→ **Exercise goal**: The answer must be one number: how many lines of the records contain "highway".
Segment Start: Dataset extract
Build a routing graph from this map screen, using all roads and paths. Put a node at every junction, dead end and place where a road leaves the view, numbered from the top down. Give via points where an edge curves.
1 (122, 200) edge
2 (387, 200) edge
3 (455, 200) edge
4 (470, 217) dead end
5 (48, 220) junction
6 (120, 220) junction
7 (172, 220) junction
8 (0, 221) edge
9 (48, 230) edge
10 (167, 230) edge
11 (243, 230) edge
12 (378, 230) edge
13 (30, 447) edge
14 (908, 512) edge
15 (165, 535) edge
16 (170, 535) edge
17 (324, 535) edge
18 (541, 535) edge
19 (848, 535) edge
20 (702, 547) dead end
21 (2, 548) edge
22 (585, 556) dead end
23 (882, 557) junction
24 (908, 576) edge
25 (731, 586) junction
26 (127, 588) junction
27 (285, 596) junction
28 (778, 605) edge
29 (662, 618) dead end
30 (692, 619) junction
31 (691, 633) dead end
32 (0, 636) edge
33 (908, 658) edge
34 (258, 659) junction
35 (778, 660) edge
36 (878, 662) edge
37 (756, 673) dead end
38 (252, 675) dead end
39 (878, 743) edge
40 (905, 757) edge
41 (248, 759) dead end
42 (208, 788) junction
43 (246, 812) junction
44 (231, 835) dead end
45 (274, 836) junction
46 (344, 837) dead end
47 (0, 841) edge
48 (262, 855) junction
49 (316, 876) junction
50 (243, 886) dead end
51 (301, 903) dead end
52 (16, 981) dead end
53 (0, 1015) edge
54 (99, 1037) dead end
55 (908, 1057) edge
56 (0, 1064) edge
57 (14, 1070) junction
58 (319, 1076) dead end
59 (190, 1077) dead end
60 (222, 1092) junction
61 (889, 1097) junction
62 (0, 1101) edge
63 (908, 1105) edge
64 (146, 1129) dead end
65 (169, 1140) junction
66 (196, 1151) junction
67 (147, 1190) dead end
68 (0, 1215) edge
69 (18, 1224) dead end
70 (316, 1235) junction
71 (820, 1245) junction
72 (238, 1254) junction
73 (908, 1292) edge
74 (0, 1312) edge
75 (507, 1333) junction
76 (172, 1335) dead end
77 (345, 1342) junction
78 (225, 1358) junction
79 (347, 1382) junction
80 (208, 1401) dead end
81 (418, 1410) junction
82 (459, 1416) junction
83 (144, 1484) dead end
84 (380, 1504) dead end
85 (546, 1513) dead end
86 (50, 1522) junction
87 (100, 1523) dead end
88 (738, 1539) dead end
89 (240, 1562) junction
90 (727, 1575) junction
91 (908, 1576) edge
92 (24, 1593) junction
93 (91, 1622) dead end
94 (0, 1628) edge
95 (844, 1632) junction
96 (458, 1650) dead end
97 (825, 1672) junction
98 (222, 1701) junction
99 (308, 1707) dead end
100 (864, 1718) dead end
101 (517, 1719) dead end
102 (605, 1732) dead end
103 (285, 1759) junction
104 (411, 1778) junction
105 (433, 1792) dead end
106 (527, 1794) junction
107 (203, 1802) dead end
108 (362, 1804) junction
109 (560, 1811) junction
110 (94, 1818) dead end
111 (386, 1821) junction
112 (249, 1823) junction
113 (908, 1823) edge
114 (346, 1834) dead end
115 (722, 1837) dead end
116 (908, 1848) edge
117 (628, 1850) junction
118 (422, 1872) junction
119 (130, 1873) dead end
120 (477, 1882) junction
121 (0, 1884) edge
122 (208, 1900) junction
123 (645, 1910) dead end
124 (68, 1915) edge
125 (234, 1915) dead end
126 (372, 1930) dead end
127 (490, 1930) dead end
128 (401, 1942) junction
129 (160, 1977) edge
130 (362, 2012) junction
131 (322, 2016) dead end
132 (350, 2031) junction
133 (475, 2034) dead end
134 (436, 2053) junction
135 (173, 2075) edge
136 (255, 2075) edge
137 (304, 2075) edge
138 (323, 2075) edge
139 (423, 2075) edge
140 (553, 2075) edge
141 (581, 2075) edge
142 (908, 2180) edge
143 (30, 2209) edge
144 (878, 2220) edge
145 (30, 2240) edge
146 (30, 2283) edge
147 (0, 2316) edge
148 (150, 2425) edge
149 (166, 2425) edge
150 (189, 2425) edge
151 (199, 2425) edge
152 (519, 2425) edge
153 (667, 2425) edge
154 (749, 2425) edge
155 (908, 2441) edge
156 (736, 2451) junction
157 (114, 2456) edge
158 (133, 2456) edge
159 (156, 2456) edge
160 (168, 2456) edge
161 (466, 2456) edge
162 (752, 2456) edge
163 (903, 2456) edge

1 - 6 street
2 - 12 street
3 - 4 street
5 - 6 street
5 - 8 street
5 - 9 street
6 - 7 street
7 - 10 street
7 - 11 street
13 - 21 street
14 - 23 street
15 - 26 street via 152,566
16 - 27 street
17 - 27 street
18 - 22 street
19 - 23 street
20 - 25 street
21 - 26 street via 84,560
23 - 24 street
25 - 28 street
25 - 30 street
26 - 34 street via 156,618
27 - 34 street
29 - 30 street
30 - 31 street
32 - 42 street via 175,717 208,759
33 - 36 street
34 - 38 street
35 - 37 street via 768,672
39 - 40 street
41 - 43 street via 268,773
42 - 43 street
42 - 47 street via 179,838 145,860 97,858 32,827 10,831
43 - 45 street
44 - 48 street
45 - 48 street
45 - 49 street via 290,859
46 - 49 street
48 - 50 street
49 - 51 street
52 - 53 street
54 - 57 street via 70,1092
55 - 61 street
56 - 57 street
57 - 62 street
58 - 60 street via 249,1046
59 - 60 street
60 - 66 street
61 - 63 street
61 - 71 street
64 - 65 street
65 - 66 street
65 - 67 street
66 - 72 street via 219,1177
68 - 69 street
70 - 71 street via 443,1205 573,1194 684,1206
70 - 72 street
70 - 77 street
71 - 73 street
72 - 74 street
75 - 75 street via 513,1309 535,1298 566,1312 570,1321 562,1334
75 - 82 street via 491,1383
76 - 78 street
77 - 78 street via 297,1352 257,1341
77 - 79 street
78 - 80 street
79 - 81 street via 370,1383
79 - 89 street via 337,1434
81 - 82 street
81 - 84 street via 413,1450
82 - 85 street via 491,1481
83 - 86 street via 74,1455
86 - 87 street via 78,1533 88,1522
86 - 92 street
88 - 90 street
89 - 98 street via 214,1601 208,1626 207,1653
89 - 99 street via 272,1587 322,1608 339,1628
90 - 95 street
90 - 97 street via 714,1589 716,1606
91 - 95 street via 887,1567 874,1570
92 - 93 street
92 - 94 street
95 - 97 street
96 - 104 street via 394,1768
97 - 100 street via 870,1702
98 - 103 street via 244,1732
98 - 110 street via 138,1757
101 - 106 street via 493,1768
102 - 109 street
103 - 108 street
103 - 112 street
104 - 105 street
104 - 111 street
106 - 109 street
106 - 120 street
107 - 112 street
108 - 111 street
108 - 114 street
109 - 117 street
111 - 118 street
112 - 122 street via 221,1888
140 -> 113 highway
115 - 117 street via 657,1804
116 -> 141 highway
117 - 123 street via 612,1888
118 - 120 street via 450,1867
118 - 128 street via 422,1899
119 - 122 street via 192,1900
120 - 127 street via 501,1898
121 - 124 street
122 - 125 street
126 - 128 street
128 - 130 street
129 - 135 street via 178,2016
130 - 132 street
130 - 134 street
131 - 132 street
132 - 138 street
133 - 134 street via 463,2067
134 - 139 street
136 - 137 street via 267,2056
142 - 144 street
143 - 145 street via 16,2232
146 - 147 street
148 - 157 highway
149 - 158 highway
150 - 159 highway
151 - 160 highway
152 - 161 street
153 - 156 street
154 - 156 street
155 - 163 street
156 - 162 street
Segment End: Dataset extract
→ **Answer below**: 6